(Collected data)
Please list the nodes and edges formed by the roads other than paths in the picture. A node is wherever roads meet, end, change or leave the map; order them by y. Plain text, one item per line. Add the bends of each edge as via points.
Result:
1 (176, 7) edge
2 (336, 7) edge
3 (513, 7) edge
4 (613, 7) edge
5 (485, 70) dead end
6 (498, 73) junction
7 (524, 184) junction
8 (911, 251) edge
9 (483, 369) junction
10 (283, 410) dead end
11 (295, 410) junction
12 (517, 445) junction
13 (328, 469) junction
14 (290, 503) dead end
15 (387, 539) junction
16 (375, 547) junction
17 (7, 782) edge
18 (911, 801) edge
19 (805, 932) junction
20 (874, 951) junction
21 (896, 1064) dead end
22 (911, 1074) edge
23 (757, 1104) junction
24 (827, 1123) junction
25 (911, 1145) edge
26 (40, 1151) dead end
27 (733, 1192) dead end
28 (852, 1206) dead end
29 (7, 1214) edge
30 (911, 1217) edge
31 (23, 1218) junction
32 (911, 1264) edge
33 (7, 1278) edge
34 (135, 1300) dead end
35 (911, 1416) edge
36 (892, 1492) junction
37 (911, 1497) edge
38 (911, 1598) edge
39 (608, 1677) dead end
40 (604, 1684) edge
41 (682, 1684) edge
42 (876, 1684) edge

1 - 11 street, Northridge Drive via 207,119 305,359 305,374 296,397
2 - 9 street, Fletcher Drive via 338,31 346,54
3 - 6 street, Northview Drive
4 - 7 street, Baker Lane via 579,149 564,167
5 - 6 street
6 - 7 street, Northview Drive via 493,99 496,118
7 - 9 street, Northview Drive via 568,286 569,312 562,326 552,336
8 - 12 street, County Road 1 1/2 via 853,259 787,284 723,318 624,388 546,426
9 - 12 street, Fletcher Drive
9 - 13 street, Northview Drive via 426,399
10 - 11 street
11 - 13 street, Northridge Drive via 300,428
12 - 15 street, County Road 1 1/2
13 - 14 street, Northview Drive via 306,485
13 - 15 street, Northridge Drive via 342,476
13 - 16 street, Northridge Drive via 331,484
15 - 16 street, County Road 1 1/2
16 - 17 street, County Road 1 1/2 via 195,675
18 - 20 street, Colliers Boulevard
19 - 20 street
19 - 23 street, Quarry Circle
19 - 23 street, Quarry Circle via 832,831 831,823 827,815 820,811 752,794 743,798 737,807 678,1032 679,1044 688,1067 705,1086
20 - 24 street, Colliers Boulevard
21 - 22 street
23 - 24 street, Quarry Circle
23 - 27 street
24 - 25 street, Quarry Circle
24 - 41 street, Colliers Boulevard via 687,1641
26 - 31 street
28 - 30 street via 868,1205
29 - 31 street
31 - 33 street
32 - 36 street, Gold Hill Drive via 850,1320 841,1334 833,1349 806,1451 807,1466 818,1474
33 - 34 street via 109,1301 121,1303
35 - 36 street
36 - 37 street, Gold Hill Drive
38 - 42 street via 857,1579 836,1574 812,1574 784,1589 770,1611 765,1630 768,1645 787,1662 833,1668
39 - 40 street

The problem: Each record above must be given again exactly as written.

Response:
Please list the nodes and edges formed by the roads other than paths in the picture. A node is wherever roads meet, end, change or leave the map; order them by y. Plain text, one item per line. Add the bends of each edge as via points.
Result:
1 (176, 7) edge
2 (336, 7) edge
3 (513, 7) edge
4 (613, 7) edge
5 (485, 70) dead end
6 (498, 73) junction
7 (524, 184) junction
8 (911, 251) edge
9 (483, 369) junction
10 (283, 410) dead end
11 (295, 410) junction
12 (517, 445) junction
13 (328, 469) junction
14 (290, 503) dead end
15 (387, 539) junction
16 (375, 547) junction
17 (7, 782) edge
18 (911, 801) edge
19 (805, 932) junction
20 (874, 951) junction
21 (896, 1064) dead end
22 (911, 1074) edge
23 (757, 1104) junction
24 (827, 1123) junction
25 (911, 1145) edge
26 (40, 1151) dead end
27 (733, 1192) dead end
28 (852, 1206) dead end
29 (7, 1214) edge
30 (911, 1217) edge
31 (23, 1218) junction
32 (911, 1264) edge
33 (7, 1278) edge
34 (135, 1300) dead end
35 (911, 1416) edge
36 (892, 1492) junction
37 (911, 1497) edge
38 (911, 1598) edge
39 (608, 1677) dead end
40 (604, 1684) edge
41 (682, 1684) edge
42 (876, 1684) edge

1 - 11 street, Northridge Drive via 207,119 305,359 305,374 296,397
2 - 9 street, Fletcher Drive via 338,31 346,54
3 - 6 street, Northview Drive
4 - 7 street, Baker Lane via 579,149 564,167
5 - 6 street
6 - 7 street, Northview Drive via 493,99 496,118
7 - 9 street, Northview Drive via 568,286 569,312 562,326 552,336
8 - 12 street, County Road 1 1/2 via 853,259 787,284 723,318 624,388 546,426
9 - 12 street, Fletcher Drive
9 - 13 street, Northview Drive via 426,399
10 - 11 street
11 - 13 street, Northridge Drive via 300,428
12 - 15 street, County Road 1 1/2
13 - 14 street, Northview Drive via 306,485
13 - 15 street, Northridge Drive via 342,476
13 - 16 street, Northridge Drive via 331,484
15 - 16 street, County Road 1 1/2
16 - 17 street, County Road 1 1/2 via 195,675
18 - 20 street, Colliers Boulevard
19 - 20 street
19 - 23 street, Quarry Circle
19 - 23 street, Quarry Circle via 832,831 831,823 827,815 820,811 752,794 743,798 737,807 678,1032 679,1044 688,1067 705,1086
20 - 24 street, Colliers Boulevard
21 - 22 street
23 - 24 street, Quarry Circle
23 - 27 street
24 - 25 street, Quarry Circle
24 - 41 street, Colliers Boulevard via 687,1641
26 - 31 street
28 - 30 street via 868,1205
29 - 31 street
31 - 33 street
32 - 36 street, Gold Hill Drive via 850,1320 841,1334 833,1349 806,1451 807,1466 818,1474
33 - 34 street via 109,1301 121,1303
35 - 36 street
36 - 37 street, Gold Hill Drive
38 - 42 street via 857,1579 836,1574 812,1574 784,1589 770,1611 765,1630 768,1645 787,1662 833,1668
39 - 40 street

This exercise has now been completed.